A gene is made up of segments of DNA; an alteration in the DNA sequence produces a gene variant, which can increase or decrease the risk for disease. Many individual gene variants that affect the risk for specific psychiatric disorders have been identified. However, genes are often pleiotropic, meaning they produce multiple effects in the body.
Identifying gene variants that influence the risk for more than one psychiatric disorder is an important step toward improving the diagnosis and treatment of these conditions, says the study’s senior author, Jordan W. Smoller, MD, ScD, director of MGH’s Psychiatric and Neurodevelopmental Genetics Unit and a professor of Psychiatry at Harvard Medical School (HMS). “Understanding how specific genetic variations may contribute to a broad spectrum of illnesses can tell us something about the degree to which these disorders may have a shared biology,” says Smoller.
To identify these multi-purpose gene variants, the researchers used a technique called genome-wide association to analyze genetic data from 494,162 healthy control subjects and 232,964 people diagnosed with at least one of eight common psychiatric disorders. The analysis identified 109 gene variants that affect the risk for more than one psychiatric disorder.
Certain disorders shared many variants, allowing the researchers to divide the conditions into three groups of genetically-related conditions: disorders characterized by compulsive behaviors (anorexia nervosa, obsessive-compulsive disorder and, to a lesser extent, Tourette syndrome); mood and psychotic disorders (bipolar disorder, major depression and schizophrenia); and early-onset neurodevelopmental disorders (autism spectrum disorder, ADHD and Tourette syndrome). The researchers also found evidence that genes associated with multiple disorders show increased expression beginning in the second trimester of pregnancy and appear to play an important role in brain development.
Knowing which gene variants increase the odds for developing multiple psychiatric disorders provides new clues about the biological pathways that contribute to mental illness, says computational geneticist Phil H. Lee, PhD, of the Center for Genomic Medicine at MGH and HMS, lead author of the study. “And learning how disorders are related at a biological level may inform how we classify and diagnose mental health conditions,” says Lee.
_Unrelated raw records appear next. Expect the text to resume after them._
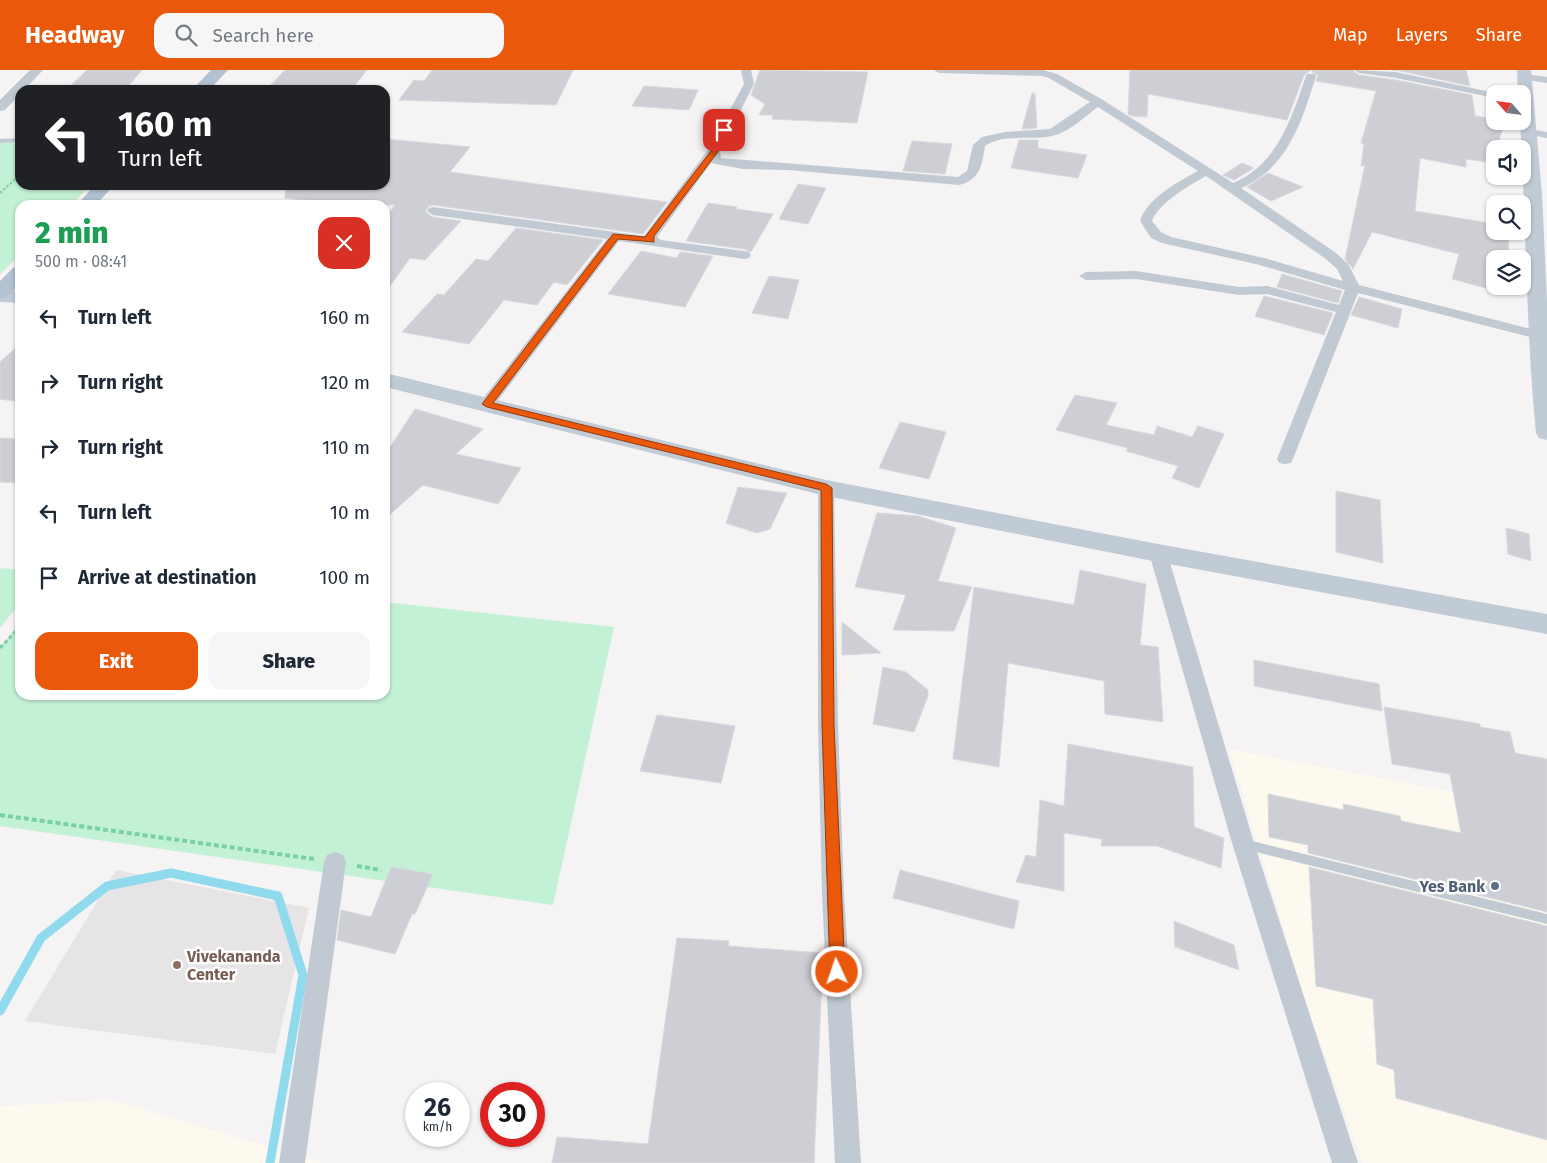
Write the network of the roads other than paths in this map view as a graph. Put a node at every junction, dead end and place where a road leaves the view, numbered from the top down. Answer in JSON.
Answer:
{"nodes":[{"id":1,"x":37,"y":70,"type":"edge"},
{"id":2,"x":220,"y":70,"type":"edge"},
{"id":3,"x":746,"y":70,"type":"edge"},
{"id":4,"x":939,"y":70,"type":"edge"},
{"id":5,"x":1359,"y":70,"type":"edge"},
{"id":6,"x":1524,"y":73,"type":"edge"},
{"id":7,"x":1311,"y":76,"type":"dead end"},
{"id":8,"x":1547,"y":80,"type":"edge"},
{"id":9,"x":22,"y":85,"type":"edge"},
{"id":10,"x":205,"y":85,"type":"edge"},
{"id":11,"x":15,"y":92,"type":"edge"},
{"id":12,"x":1486,"y":93,"type":"edge"},
{"id":13,"x":1103,"y":105,"type":"junction"},
{"id":14,"x":0,"y":107,"type":"edge"},
{"id":15,"x":1529,"y":132,"type":"joint"},
{"id":16,"x":1547,"y":135,"type":"edge"},
{"id":17,"x":15,"y":140,"type":"edge"},
{"id":18,"x":0,"y":141,"type":"edge"},
{"id":19,"x":714,"y":151,"type":"junction"},
{"id":20,"x":1205,"y":172,"type":"junction"},
{"id":21,"x":1232,"y":188,"type":"junction"},
{"id":22,"x":100,"y":190,"type":"edge"},
{"id":23,"x":1540,"y":195,"type":"edge"},
{"id":24,"x":91,"y":200,"type":"edge"},
{"id":25,"x":433,"y":212,"type":"dead end"},
{"id":26,"x":616,"y":236,"type":"junction"},
{"id":27,"x":651,"y":240,"type":"junction"},
{"id":28,"x":744,"y":255,"type":"dead end"},
{"id":29,"x":1086,"y":276,"type":"dead end"},
{"id":30,"x":15,"y":278,"type":"edge"},
{"id":31,"x":1353,"y":288,"type":"junction"},
{"id":32,"x":0,"y":294,"type":"edge"},
{"id":33,"x":15,"y":296,"type":"edge"},
{"id":34,"x":1344,"y":310,"type":"junction"},
{"id":35,"x":1541,"y":324,"type":"edge"},
{"id":36,"x":390,"y":381,"type":"edge"},
{"id":37,"x":487,"y":404,"type":"junction"},
{"id":38,"x":1547,"y":433,"type":"edge"},
{"id":39,"x":1286,"y":458,"type":"dead end"},
{"id":40,"x":826,"y":488,"type":"junction"},
{"id":41,"x":1158,"y":552,"type":"junction"},
{"id":42,"x":1547,"y":624,"type":"edge"},
{"id":43,"x":1243,"y":843,"type":"junction"},
{"id":44,"x":335,"y":862,"type":"road end"},
{"id":45,"x":1547,"y":919,"type":"edge"},
{"id":46,"x":292,"y":1163,"type":"edge"},
{"id":47,"x":848,"y":1163,"type":"edge"},
{"id":48,"x":1345,"y":1163,"type":"edge"}],
"edges":[{"from":1,"to":9,"type":"street"},
{"from":2,"to":10,"type":"main road"},
{"from":3,"to":19,"type":"street"},
{"from":4,"to":13,"type":"street"},
{"from":5,"to":12,"type":"street"},
{"from":6,"to":8,"type":"street"},
{"from":7,"to":21,"type":"street"},
{"from":11,"to":14,"type":"street"},
{"from":13,"to":19,"type":"street"},
{"from":13,"to":20,"type":"street"},
{"from":15,"to":16,"type":"street"},
{"from":15,"to":23,"type":"main road"},
{"from":17,"to":18,"type":"lane"},
{"from":19,"to":27,"type":"street"},
{"from":20,"to":21,"type":"street"},
{"from":20,"to":31,"type":"street"},
{"from":21,"to":31,"type":"street"},
{"from":22,"to":24,"type":"main road"},
{"from":23,"to":35,"type":"main road"},
{"from":25,"to":26,"type":"street"},
{"from":26,"to":27,"type":"street"},
{"from":26,"to":37,"type":"street"},
{"from":27,"to":28,"type":"street"},
{"from":29,"to":34,"type":"street"},
{"from":30,"to":32,"type":"main road"},
{"from":31,"to":34,"type":"street"},
{"from":31,"to":35,"type":"street"},
{"from":32,"to":33,"type":"main road"},
{"from":34,"to":39,"type":"street"},
{"from":35,"to":38,"type":"main road"},
{"from":36,"to":37,"type":"main road"},
{"from":37,"to":40,"type":"main road"},
{"from":40,"to":41,"type":"main road"},
{"from":40,"to":47,"type":"street"},
{"from":41,"to":42,"type":"main road"},
{"from":41,"to":43,"type":"street"},
{"from":43,"to":45,"type":"lane"},
{"from":43,"to":48,"type":"street"},
{"from":44,"to":46,"type":"street"}]}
Moreover, the study identified several gene variants that had especially widespread influence on the risk for a number of psychiatric disorders, which could prove to be an important finding for the prevention and care of psychiatric disorders. “To the extent that these genes may have broad effects,” says Smoller, “they could be potential targets for developing new treatments that might benefit multiple conditions.”